Schematic overview of the IFNγ-dependent action of CTLs on cancer cells, which results in the induction of ferroptosis

The seminal work by Wang et al. opens a large panel of perspectives that need to be studied in the future:

Wang et al. demonstrate that immunotherapy with immune checkpoint blockers or transfer of cancer antigen-specific CTL into mice causes tumors to manifest signs of lipid peroxidation.6 It will be interesting to see whether measurement of redox stress within tumors will allow to monitor or to predict the response of cancer patients under immunotherapy as well. For this, it may be important to develop new protocols for tissue banking that avoid oxidation processes during storage.

Ferroptosis and its regulators including system xc, GSH and GPX4 cross-talk to other cell death pathways including apoptosis, necrosis and autophagy.7,8 Hence, an integrated analysis of the state of the distinct cell death machineries connected to each of these lethal subroutines may yield important insights into the propensity of cancers to respond to immunotherapies. Is the level of expression of ferroptosis regulators only relevant to melanoma prognosis (as shown by Wang et al.) or does this regulatory system, alone or in connection with other cell death pathways, also predict the response of immunotherapy for other cancers?

CTL can use a variety of different mechanisms to induce cancer cell death. These include the delivery of cytotoxic granules through the perforin/granzyme system, the expression/secretion of ligands of death receptors (such as CD95 ligand, tumor necrosis factor, TRAIL) and the production of IFNγ.9 It will be important to weight the relative importance of each of these cytotoxic mechanisms in a systematic fashion.
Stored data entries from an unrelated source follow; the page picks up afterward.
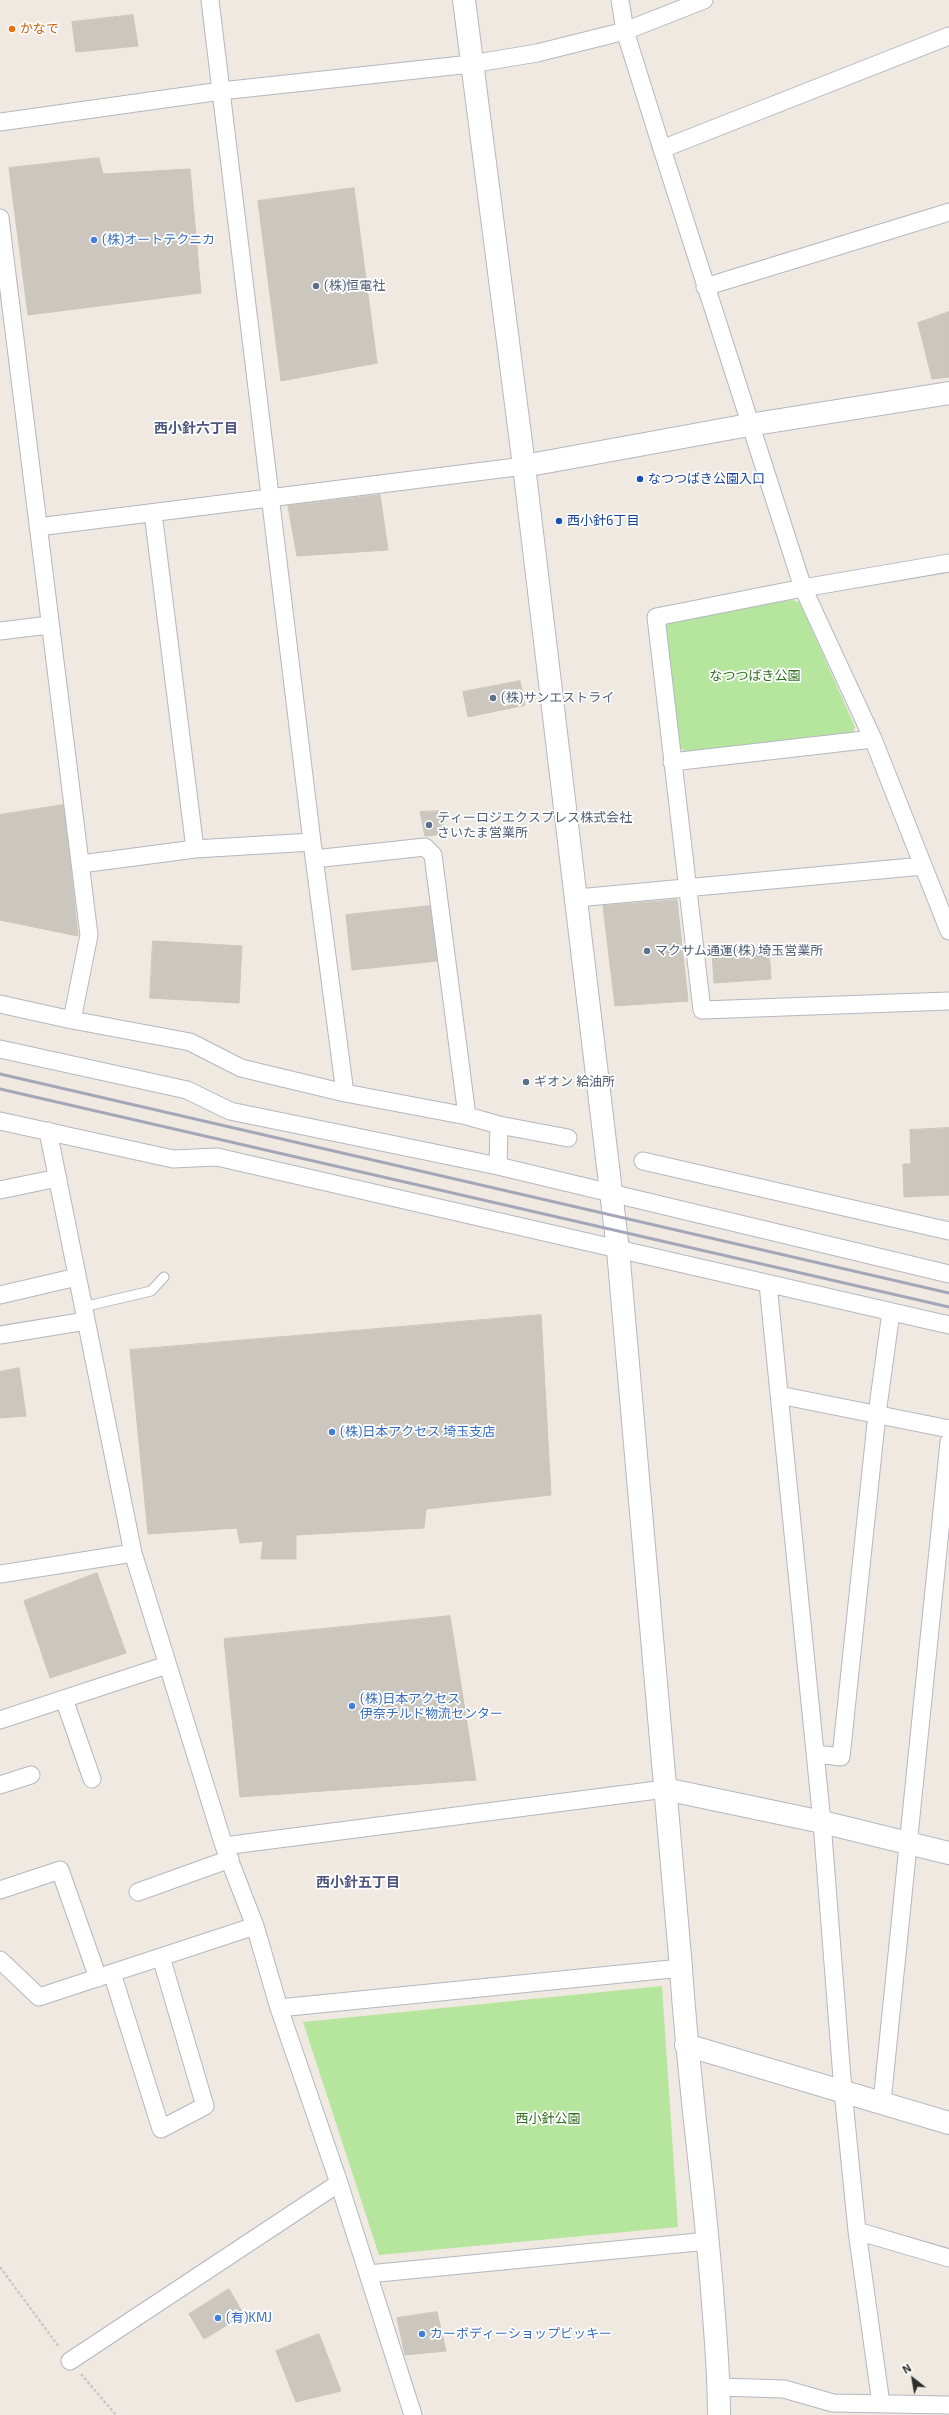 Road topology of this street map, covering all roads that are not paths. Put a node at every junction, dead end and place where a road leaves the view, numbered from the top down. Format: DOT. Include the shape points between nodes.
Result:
graph roads {
  1 [pos="210,0"];
  2 [pos="464,0"];
  3 [pos="620,0"];
  4 [pos="704,0"];
  5 [pos="625,31"];
  6 [pos="949,36"];
  7 [pos="470,64"];
  8 [pos="221,91"];
  9 [pos="0,122"];
  10 [pos="662,149"];
  11 [pos="949,212"];
  12 [pos="0,218"];
  13 [pos="705,287"];
  14 [pos="5,301"];
  15 [pos="949,394"];
  16 [pos="749,424"];
  17 [pos="524,466"];
  18 [pos="271,498"];
  19 [pos="153,512"];
  20 [pos="38,527"];
  21 [pos="949,563"];
  22 [pos="803,588"];
  23 [pos="49,624"];
  24 [pos="0,631"];
  25 [pos="873,738"];
  26 [pos="672,762"];
  27 [pos="195,849"];
  28 [pos="313,851"];
  29 [pos="81,864"];
  30 [pos="923,866"];
  31 [pos="687,888"];
  32 [pos="577,898"];
  33 [pos="949,931"];
  34 [pos="949,1001"];
  35 [pos="0,1004"];
  36 [pos="72,1020"];
  37 [pos="0,1049"];
  38 [pos="345,1093"];
  39 [pos="467,1116"];
  40 [pos="0,1121"];
  41 [pos="499,1124"];
  42 [pos="48,1132"];
  43 [pos="568,1138"];
  44 [pos="643,1162"];
  45 [pos="498,1166"];
  46 [pos="58,1178"];
  47 [pos="0,1190"];
  48 [pos="611,1192"];
  49 [pos="949,1231"];
  50 [pos="618,1250"];
  51 [pos="949,1274"];
  52 [pos="77,1277"];
  53 [pos="164,1277"];
  54 [pos="768,1284"];
  55 [pos="0,1295"];
  56 [pos="891,1312"];
  57 [pos="85,1314"];
  58 [pos="949,1325"];
  59 [pos="0,1335"];
  60 [pos="779,1395"];
  61 [pos="877,1414"];
  62 [pos="949,1429"];
  63 [pos="949,1442"];
  64 [pos="133,1553"];
  65 [pos="0,1574"];
  66 [pos="168,1665"];
  67 [pos="64,1699"];
  68 [pos="0,1720"];
  69 [pos="816,1754"];
  70 [pos="31,1775"];
  71 [pos="92,1779"];
  72 [pos="0,1785"];
  73 [pos="665,1789"];
  74 [pos="822,1822"];
  75 [pos="909,1843"];
  76 [pos="227,1853"];
  77 [pos="949,1853"];
  78 [pos="0,1890"];
  79 [pos="138,1892"];
  80 [pos="255,1926"];
  81 [pos="161,1957"];
  82 [pos="0,1960"];
  83 [pos="682,1968"];
  84 [pos="105,1975"];
  85 [pos="279,2008"];
  86 [pos="686,2045"];
  87 [pos="843,2091"];
  88 [pos="882,2102"];
  89 [pos="949,2122"];
  90 [pos="339,2184"];
  91 [pos="857,2231"];
  92 [pos="708,2242"];
  93 [pos="949,2258"];
  94 [pos="368,2274"];
  95 [pos="70,2361"];
  96 [pos="719,2387"];
  97 [pos="881,2404"];
  98 [pos="949,2405"];
  99 [pos="412,2415"];
  100 [pos="719,2415"];
  1 -- 8 [label="street"];
  2 -- 7 [label="street"];
  3 -- 5 [label="street"];
  4 -- 5 [label="street"];
  5 -- 7 [label="street" via="538,53"];
  5 -- 10 [label="street"];
  6 -- 10 [label="street"];
  7 -- 8 [label="street"];
  7 -- 17 [label="street"];
  8 -- 9 [label="street"];
  8 -- 18 [label="street"];
  10 -- 13 [label="street"];
  11 -- 13 [label="street"];
  12 -- 14 [label="street"];
  13 -- 16 [label="street"];
  14 -- 20 [label="street"];
  15 -- 16 [label="street"];
  16 -- 17 [label="street"];
  16 -- 22 [label="street"];
  17 -- 18 [label="street"];
  17 -- 32 [label="street"];
  18 -- 19 [label="street"];
  18 -- 28 [label="street"];
  19 -- 20 [label="street"];
  19 -- 27 [label="street"];
  20 -- 23 [label="street"];
  21 -- 22 [label="street"];
  22 -- 25 [label="street"];
  22 -- 26 [label="street" via="656,617"];
  23 -- 24 [label="street"];
  23 -- 29 [label="street"];
  25 -- 26 [label="street"];
  25 -- 30 [label="street"];
  26 -- 31 [label="street"];
  27 -- 28 [label="street"];
  27 -- 29 [label="street"];
  28 -- 38 [label="street"];
  28 -- 39 [label="street" via="425,847 433,855"];
  29 -- 36 [label="street" via="89,935"];
  30 -- 31 [label="street"];
  30 -- 33 [label="street"];
  31 -- 32 [label="street"];
  31 -- 34 [label="street" via="702,1010"];
  32 -- 48 [label="street"];
  35 -- 36 [label="street"];
  36 -- 38 [label="street" via="190,1042 241,1068"];
  37 -- 45 [label="street" via="187,1090 230,1111"];
  38 -- 39 [label="street"];
  39 -- 41 [label="street"];
  40 -- 42 [label="street"];
  41 -- 43 [label="street"];
  41 -- 45 [label="street"];
  42 -- 46 [label="street"];
  42 -- 50 [label="street" via="173,1159 217,1157"];
  44 -- 49 [label="street"];
  45 -- 48 [label="street"];
  46 -- 47 [label="street"];
  46 -- 52 [label="street"];
  48 -- 50 [label="street"];
  48 -- 51 [label="street"];
  50 -- 54 [label="street"];
  50 -- 73 [label="street"];
  52 -- 55 [label="street"];
  52 -- 57 [label="street"];
  53 -- 57 [label="lane" via="151,1292"];
  54 -- 56 [label="street"];
  54 -- 60 [label="street"];
  56 -- 58 [label="street"];
  56 -- 61 [label="street"];
  57 -- 59 [label="street"];
  57 -- 64 [label="street"];
  60 -- 61 [label="street"];
  60 -- 69 [label="street"];
  61 -- 62 [label="street"];
  61 -- 69 [label="street" via="841,1757"];
  63 -- 75 [label="street"];
  64 -- 65 [label="street"];
  64 -- 66 [label="street"];
  66 -- 67 [label="street"];
  66 -- 76 [label="street"];
  67 -- 68 [label="street"];
  67 -- 71 [label="street"];
  69 -- 74 [label="street"];
  70 -- 72 [label="street"];
  73 -- 74 [label="street"];
  73 -- 76 [label="street"];
  73 -- 83 [label="street"];
  74 -- 75 [label="street"];
  74 -- 87 [label="street"];
  75 -- 77 [label="street"];
  75 -- 88 [label="street"];
  76 -- 79 [label="street"];
  76 -- 80 [label="street"];
  78 -- 84 [label="street" via="60,1870"];
  80 -- 81 [label="street"];
  80 -- 85 [label="street"];
  81 -- 84 [label="street"];
  81 -- 84 [label="street" via="205,2106 161,2129"];
  82 -- 84 [label="street" via="39,1997"];
  83 -- 85 [label="street"];
  83 -- 86 [label="street"];
  85 -- 90 [label="street"];
  86 -- 87 [label="street"];
  86 -- 92 [label="street"];
  87 -- 88 [label="street"];
  87 -- 91 [label="street"];
  88 -- 89 [label="street"];
  90 -- 94 [label="street"];
  90 -- 95 [label="street"];
  91 -- 93 [label="street"];
  91 -- 97 [label="street"];
  92 -- 94 [label="street"];
  92 -- 96 [label="street"];
  94 -- 99 [label="street"];
  96 -- 97 [label="street" via="784,2389 833,2403"];
  96 -- 100 [label="street"];
  97 -- 98 [label="street"];
} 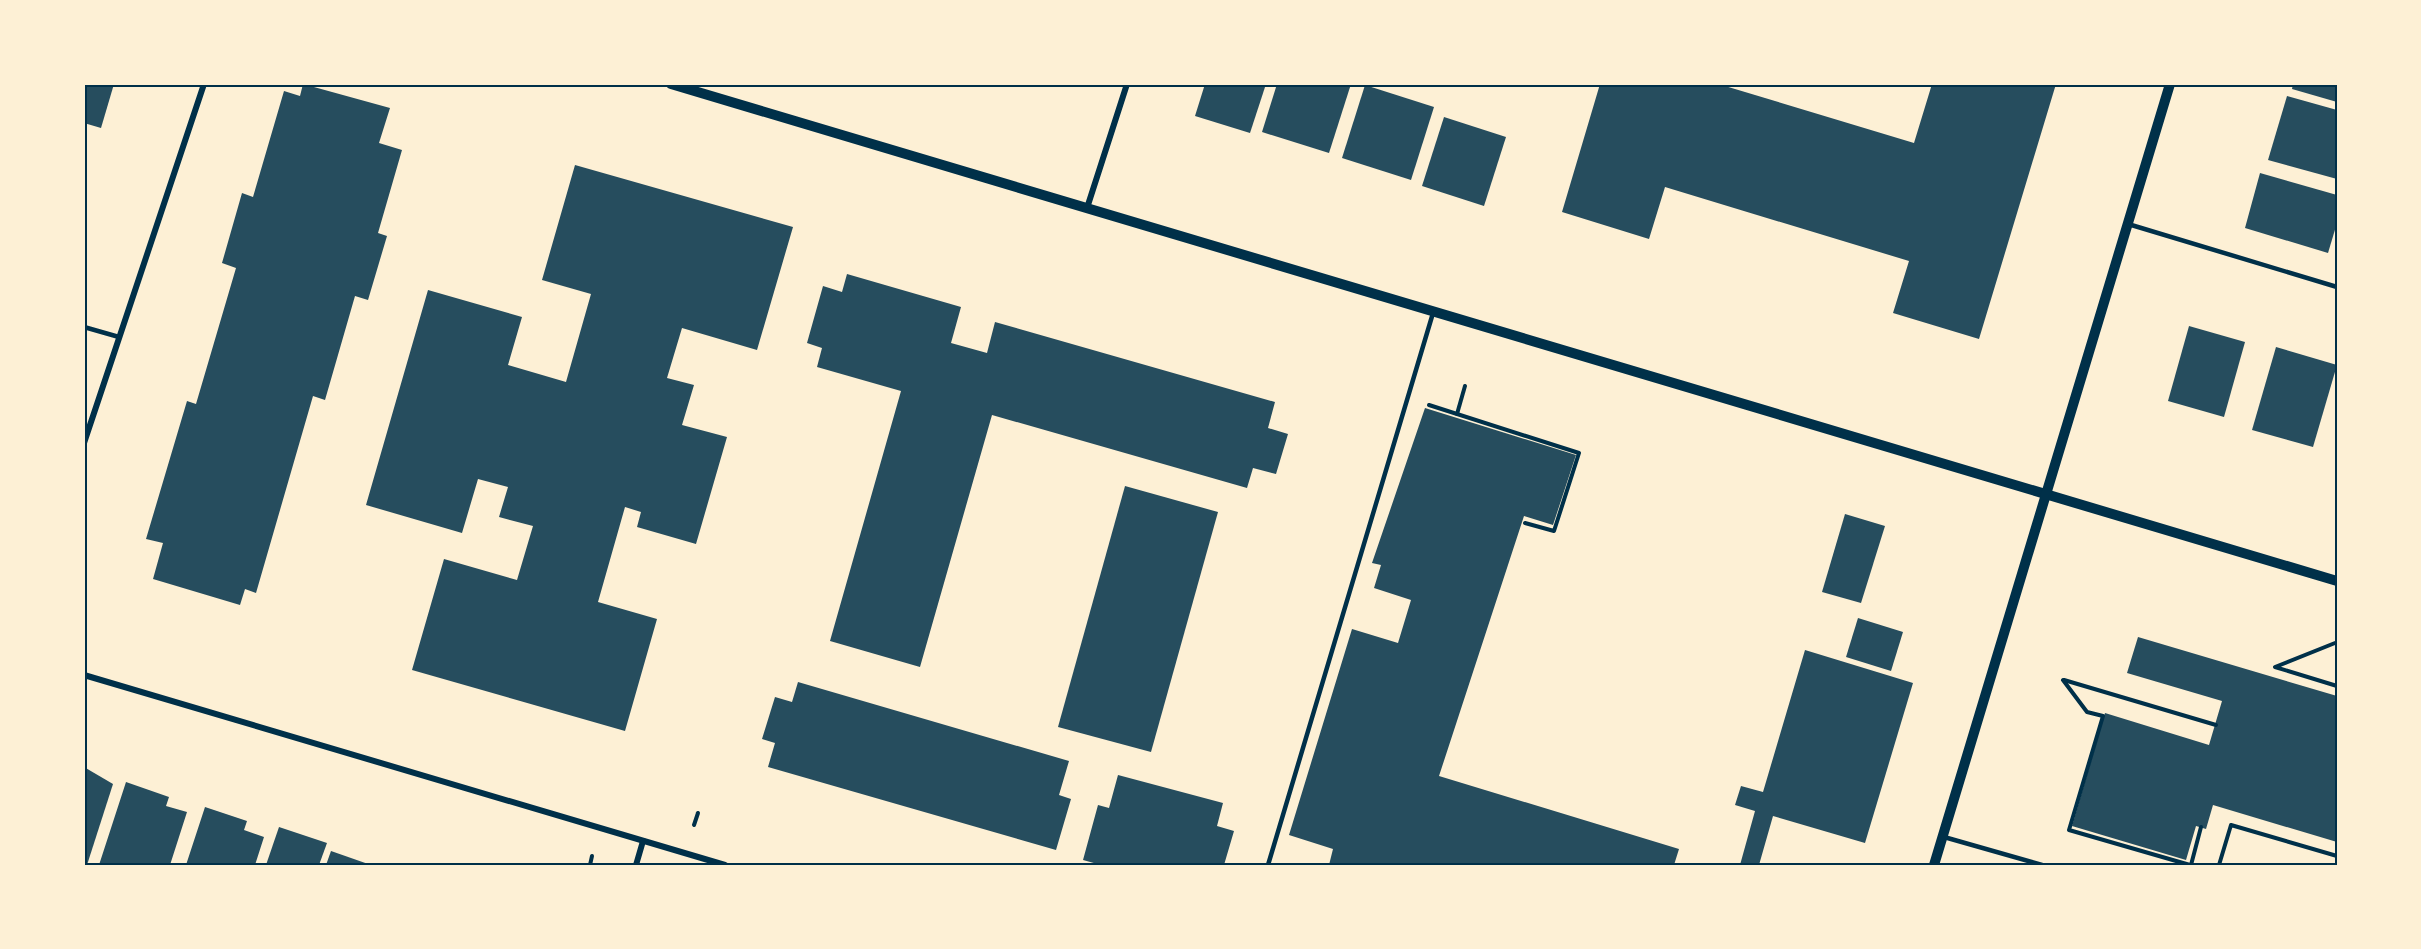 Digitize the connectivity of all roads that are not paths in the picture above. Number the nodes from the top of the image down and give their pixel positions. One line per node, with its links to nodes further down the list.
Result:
1 (204, 84): 10 (street)
2 (671, 84): 5 (street)
3 (1127, 84): 5 (street)
4 (2170, 84): 6 (street)
5 (1087, 208): 8 (street)
6 (2128, 224): 7 (lane); 12 (street)
7 (2337, 287)
8 (1434, 311): 12 (street); 19 (lane)
9 (84, 327): 10 (lane)
10 (119, 337): 11 (street)
11 (84, 443)
12 (2046, 496): 13 (street); 15 (street)
13 (2337, 581)
14 (84, 675): 16 (street)
15 (1943, 837): 20 (street); 21 (lane)
16 (643, 841): 17 (street); 18 (street)
17 (636, 865)
18 (725, 865)
19 (1268, 865)
20 (1934, 865)
21 (2042, 865) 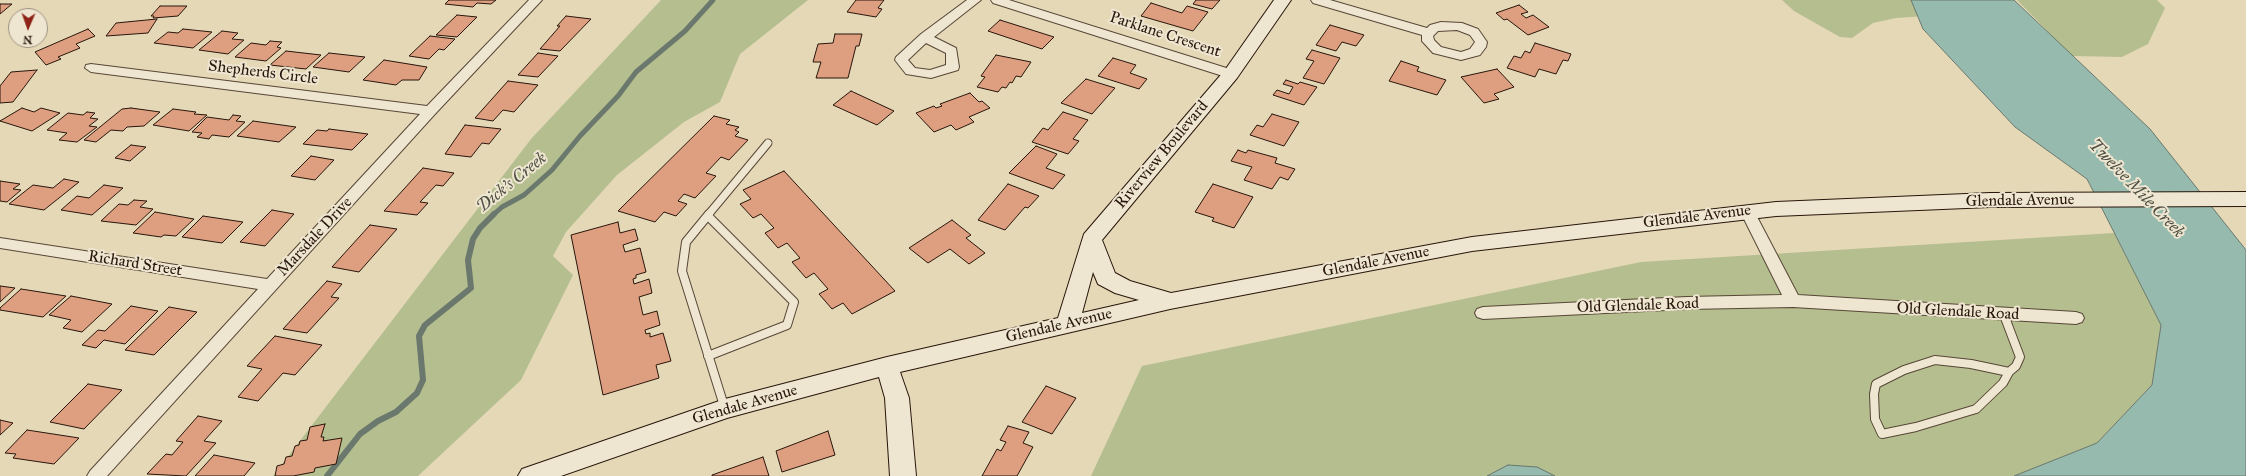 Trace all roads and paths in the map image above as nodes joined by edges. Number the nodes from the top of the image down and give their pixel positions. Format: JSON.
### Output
{"nodes":[{"id":1,"x":536,"y":0,"type":"edge"},
{"id":2,"x":974,"y":0,"type":"edge"},
{"id":3,"x":997,"y":0,"type":"edge"},
{"id":4,"x":1283,"y":0,"type":"edge"},
{"id":5,"x":1317,"y":0,"type":"edge"},
{"id":6,"x":1429,"y":33,"type":"dead end"},
{"id":7,"x":925,"y":38,"type":"dead end"},
{"id":8,"x":91,"y":68,"type":"dead end"},
{"id":9,"x":1231,"y":74,"type":"junction"},
{"id":10,"x":430,"y":111,"type":"junction"},
{"id":11,"x":768,"y":143,"type":"dead end"},
{"id":12,"x":2246,"y":198,"type":"edge"},
{"id":13,"x":1746,"y":211,"type":"junction"},
{"id":14,"x":708,"y":216,"type":"junction"},
{"id":15,"x":1091,"y":240,"type":"junction"},
{"id":16,"x":0,"y":244,"type":"edge"},
{"id":17,"x":270,"y":285,"type":"junction"},
{"id":18,"x":1170,"y":301,"type":"junction"},
{"id":19,"x":1793,"y":302,"type":"junction"},
{"id":20,"x":1483,"y":313,"type":"dead end"},
{"id":21,"x":2004,"y":315,"type":"junction"},
{"id":22,"x":2076,"y":318,"type":"dead end"},
{"id":23,"x":1068,"y":323,"type":"junction"},
{"id":24,"x":708,"y":356,"type":"junction"},
{"id":25,"x":887,"y":366,"type":"junction"},
{"id":26,"x":2009,"y":372,"type":"junction"},
{"id":27,"x":725,"y":409,"type":"junction"},
{"id":28,"x":96,"y":476,"type":"edge"},
{"id":29,"x":531,"y":476,"type":"edge"},
{"id":30,"x":903,"y":476,"type":"edge"}],
"edges":[{"from":1,"to":10,"type":"street","name":"Marsdale Drive"},
{"from":2,"to":7,"type":"street"},
{"from":3,"to":9,"type":"street","name":"Parklane Crescent"},
{"from":4,"to":9,"type":"main road","name":"Riverview Boulevard"},
{"from":5,"to":6,"type":"street"},
{"from":8,"to":10,"type":"street","name":"Shepherds Circle"},
{"from":9,"to":15,"type":"main road","name":"Riverview Boulevard"},
{"from":10,"to":17,"type":"street","name":"Marsdale Drive"},
{"from":11,"to":14,"type":"lane"},
{"from":12,"to":13,"type":"main road","name":"Glendale Avenue"},
{"from":13,"to":18,"type":"main road","name":"Glendale Avenue"},
{"from":13,"to":19,"type":"street"},
{"from":14,"to":24,"type":"lane"},
{"from":14,"to":24,"type":"lane"},
{"from":15,"to":18,"type":"main road"},
{"from":15,"to":23,"type":"main road","name":"Riverview Boulevard"},
{"from":16,"to":17,"type":"street","name":"Richard Street"},
{"from":17,"to":28,"type":"street","name":"Marsdale Drive"},
{"from":18,"to":23,"type":"main road","name":"Glendale Avenue"},
{"from":19,"to":20,"type":"street","name":"Old Glendale Road"},
{"from":19,"to":21,"type":"street","name":"Old Glendale Road"},
{"from":21,"to":22,"type":"street","name":"Old Glendale Road"},
{"from":21,"to":26,"type":"lane"},
{"from":23,"to":25,"type":"main road","name":"Glendale Avenue"},
{"from":24,"to":27,"type":"lane"},
{"from":25,"to":27,"type":"main road","name":"Glendale Avenue"},
{"from":25,"to":30,"type":"main road"},
{"from":26,"to":26,"type":"lane"},
{"from":27,"to":29,"type":"main road","name":"Glendale Avenue"}]}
Moreover, it remains to be determined whether cytokines such as IFNγ might exert effects on other elements of the tumor such as endothelial cells10 to mediate indirect (e.g., antiangiogenic) anticancer effects.

Beyond these biomarker-related and mechanistic aspects, it will be interesting to determine how immunotherapy can be combined with treatments that enhance the propensity of tumor cells to succumb to ferroptosis. Based on their in vitro tumor-killing effects when combined with IFNγ, Wang et al. suggest the use of pharmacological GPX4 inhibitors (such as erastin and RSL3) and GSH-depleting agents (such as buthionine sulfoximine, sulfasalazine or cyst(e)inase) for tumor treatment.6 Among these agents, cyst(e)inase that was administered locally (by intraperitoneal injection) could reduce the growth of transplantable ovarian cancers in mice when given alone, and this effect was further enhanced by simultaneous PD-L1 blockade.6 It will be important to investigate whether this additive (and perhaps synergistic?) interaction can be confirmed in further preclinical models and clinical trials (Fig. 1). In particular, it will be essential to understand whether cyst(e)inase can be given systemically (for instance by intravenous injection) to mediate anticancer effects. Moreover, it will be interesting to investigate whether pharmacological induction of ferroptosis by targeting GPX4 or system xc- may be favorably combined with immunotherapy without deleterious side effects.